Music Transcriptions and Active Listening: The Cure to the Quarantine Doldrums
Updated: Aug 2, 2020
These few months have made it painfully clear how much I took for granted the ability to travel around and play music with and for so many different people. I truly miss getting to connect with people all over the world through music. But sheltering-in-place has presented me with the opportunity to establish a more regular practice routine than I am used to, and part of what has kept me from feeling so stuck at home has been putting on my favorite records and focusing on learning by ear. Not only is it a great distraction from what is going on out in the world, I also truly feel it is some small way of traveling: through time and to parts of the world us Americans are even currently banned from actually visiting if we wanted to.
Technologically speaking, it has never been so easy to play with our musical heroes. I’ve heard many childhood stories from older musicians about having to rip new songs from the radio with a two-track recorder so they could learn them later. And even before that, aspiring musicians would just have to listen so intently that within a few radio plays, they’d have learned the piece of music. Or they’d rush to the record store to grab a copy of the song, that they’d proceed to wear out by listening over and over again in their efforts to internalize what they are hearing. They really had to work for their musical knowledge in such a different way than we can hope to even understand today.

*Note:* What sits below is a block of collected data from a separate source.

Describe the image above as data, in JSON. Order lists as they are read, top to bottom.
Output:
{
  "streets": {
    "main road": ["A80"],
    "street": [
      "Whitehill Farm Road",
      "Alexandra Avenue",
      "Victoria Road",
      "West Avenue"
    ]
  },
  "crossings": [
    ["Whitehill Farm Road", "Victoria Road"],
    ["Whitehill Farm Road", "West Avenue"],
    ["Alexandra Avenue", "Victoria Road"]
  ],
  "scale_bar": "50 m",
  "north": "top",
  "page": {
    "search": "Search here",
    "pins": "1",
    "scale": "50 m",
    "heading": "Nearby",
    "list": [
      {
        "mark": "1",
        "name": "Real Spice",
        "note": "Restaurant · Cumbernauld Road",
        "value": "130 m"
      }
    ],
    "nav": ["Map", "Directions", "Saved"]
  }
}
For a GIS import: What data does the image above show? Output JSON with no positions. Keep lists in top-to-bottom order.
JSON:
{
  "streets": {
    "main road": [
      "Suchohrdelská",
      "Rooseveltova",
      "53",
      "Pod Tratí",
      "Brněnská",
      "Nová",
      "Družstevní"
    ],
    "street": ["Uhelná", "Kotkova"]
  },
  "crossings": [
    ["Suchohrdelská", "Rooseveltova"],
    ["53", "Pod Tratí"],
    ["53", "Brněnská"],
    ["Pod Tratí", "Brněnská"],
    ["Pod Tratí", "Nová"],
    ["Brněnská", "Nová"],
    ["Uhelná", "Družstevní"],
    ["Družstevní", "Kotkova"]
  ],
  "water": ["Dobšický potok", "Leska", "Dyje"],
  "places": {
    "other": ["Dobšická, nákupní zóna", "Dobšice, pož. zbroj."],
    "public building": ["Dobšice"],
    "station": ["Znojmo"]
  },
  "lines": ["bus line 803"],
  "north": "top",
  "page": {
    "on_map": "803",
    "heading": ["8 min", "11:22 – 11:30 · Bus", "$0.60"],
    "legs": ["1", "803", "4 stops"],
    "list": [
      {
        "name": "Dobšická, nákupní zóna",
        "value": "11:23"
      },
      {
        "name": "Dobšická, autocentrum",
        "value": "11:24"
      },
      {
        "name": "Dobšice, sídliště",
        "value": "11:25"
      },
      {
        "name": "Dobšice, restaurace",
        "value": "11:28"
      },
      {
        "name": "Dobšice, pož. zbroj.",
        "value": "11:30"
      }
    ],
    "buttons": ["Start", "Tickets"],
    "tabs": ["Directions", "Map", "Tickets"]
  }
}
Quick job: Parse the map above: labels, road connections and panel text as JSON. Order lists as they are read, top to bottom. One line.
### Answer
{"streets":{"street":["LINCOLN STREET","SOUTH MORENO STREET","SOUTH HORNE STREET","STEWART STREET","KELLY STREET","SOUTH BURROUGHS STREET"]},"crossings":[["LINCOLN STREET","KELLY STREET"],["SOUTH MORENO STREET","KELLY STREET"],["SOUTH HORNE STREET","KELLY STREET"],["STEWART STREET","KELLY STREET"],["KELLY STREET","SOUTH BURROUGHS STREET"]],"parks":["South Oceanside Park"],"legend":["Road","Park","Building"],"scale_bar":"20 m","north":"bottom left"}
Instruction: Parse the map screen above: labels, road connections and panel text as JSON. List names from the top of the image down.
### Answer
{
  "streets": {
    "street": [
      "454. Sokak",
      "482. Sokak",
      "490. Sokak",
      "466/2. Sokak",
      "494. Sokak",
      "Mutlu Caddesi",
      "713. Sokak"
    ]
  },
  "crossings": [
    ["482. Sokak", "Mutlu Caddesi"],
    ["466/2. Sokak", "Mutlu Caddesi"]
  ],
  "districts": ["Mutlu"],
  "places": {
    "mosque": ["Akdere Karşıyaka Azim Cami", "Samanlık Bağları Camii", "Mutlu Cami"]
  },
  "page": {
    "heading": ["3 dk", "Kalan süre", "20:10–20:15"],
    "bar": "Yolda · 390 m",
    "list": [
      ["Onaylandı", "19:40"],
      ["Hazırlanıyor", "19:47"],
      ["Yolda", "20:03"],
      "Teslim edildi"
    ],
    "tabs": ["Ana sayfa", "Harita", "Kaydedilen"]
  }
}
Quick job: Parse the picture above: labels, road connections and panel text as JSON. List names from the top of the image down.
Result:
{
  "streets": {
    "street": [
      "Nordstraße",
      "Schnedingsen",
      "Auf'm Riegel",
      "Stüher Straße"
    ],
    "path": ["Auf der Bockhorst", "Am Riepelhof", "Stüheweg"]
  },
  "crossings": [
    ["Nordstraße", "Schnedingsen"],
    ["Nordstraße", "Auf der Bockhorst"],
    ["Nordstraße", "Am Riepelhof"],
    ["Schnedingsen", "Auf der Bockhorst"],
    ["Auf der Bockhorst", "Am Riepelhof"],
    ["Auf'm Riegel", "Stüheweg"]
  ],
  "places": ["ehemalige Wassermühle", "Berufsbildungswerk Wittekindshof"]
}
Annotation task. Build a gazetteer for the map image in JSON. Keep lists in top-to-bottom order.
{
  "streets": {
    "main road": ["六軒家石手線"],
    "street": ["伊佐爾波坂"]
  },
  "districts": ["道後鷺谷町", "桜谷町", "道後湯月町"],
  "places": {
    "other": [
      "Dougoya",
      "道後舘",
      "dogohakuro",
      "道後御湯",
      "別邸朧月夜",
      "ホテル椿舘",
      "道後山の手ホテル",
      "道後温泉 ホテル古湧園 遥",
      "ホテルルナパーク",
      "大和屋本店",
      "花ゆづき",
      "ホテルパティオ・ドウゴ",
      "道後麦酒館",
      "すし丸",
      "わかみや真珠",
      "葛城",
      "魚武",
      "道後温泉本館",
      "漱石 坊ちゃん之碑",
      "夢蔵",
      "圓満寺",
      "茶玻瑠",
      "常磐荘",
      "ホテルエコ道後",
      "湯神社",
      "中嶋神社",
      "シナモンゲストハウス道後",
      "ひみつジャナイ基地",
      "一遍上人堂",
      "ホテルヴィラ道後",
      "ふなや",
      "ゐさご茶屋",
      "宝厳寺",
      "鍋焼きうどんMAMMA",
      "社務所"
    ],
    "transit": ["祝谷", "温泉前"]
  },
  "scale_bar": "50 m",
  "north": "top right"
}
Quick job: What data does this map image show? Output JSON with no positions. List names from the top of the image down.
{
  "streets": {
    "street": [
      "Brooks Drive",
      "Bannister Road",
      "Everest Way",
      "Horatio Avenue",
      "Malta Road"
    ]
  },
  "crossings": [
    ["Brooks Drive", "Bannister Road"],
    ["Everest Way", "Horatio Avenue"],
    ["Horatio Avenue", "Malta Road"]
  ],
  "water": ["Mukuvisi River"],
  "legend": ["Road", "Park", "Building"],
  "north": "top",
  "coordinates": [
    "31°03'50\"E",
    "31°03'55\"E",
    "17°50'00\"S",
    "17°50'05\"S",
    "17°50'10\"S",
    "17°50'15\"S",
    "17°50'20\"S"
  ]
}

Now, the amount of technology at our fingertips to facilitate learning is just astounding. When I began transcribing as a teen, I purchased an app called the Amazing Slow Downer, to be able to slow fast lines without altering the pitch of the recording, something that seemed cutting edge at the time. But now Youtube even has a (completely free) option to play back any video at various speeds with the click of a button. So I urge anyone trying to improve their musicianship in this time of corona to please(!), for your own sakes, resist the urge to bury your head in a chart or google a guitar tablature for the song you’re trying to learn, and instead, just open your ears…and listen.
As someone who regularly transcribes and arranges charts from recordings for various ensembles, I can attest that the process can be frustrating. Many times, I’ve found myself completely stuck, my ears bent fervently towards my speaker, struggling to demystify a single chord voicing for almost an hour by playing the split-second of music over and over. But the frustration and extra time commitment that learning by ear requires come hand in hand with an equally significant sense of satisfaction when you’ve learned an entire piece of music from ear and have it 100% internalized, like it’s etched within your musical being on a deeper level. The added benefit of this process is that now you’ve already memorized a song and will retain the information 10x longer than from reading a chart. Learning your first song by ear might be a painful process, but in a way it represents awakening some musical muscles that have been largely dormant, and with every new song you learn, you will absolutely notice a concrete improvement both in the speed at which you’re able to connect what you’re hearing to your instrument, but also your musical memory: in other words, your ability to retain longer sequences of melody and harmony. If you are interested in playing any kind of improvisational-oriented music, these skills are absolutely essential.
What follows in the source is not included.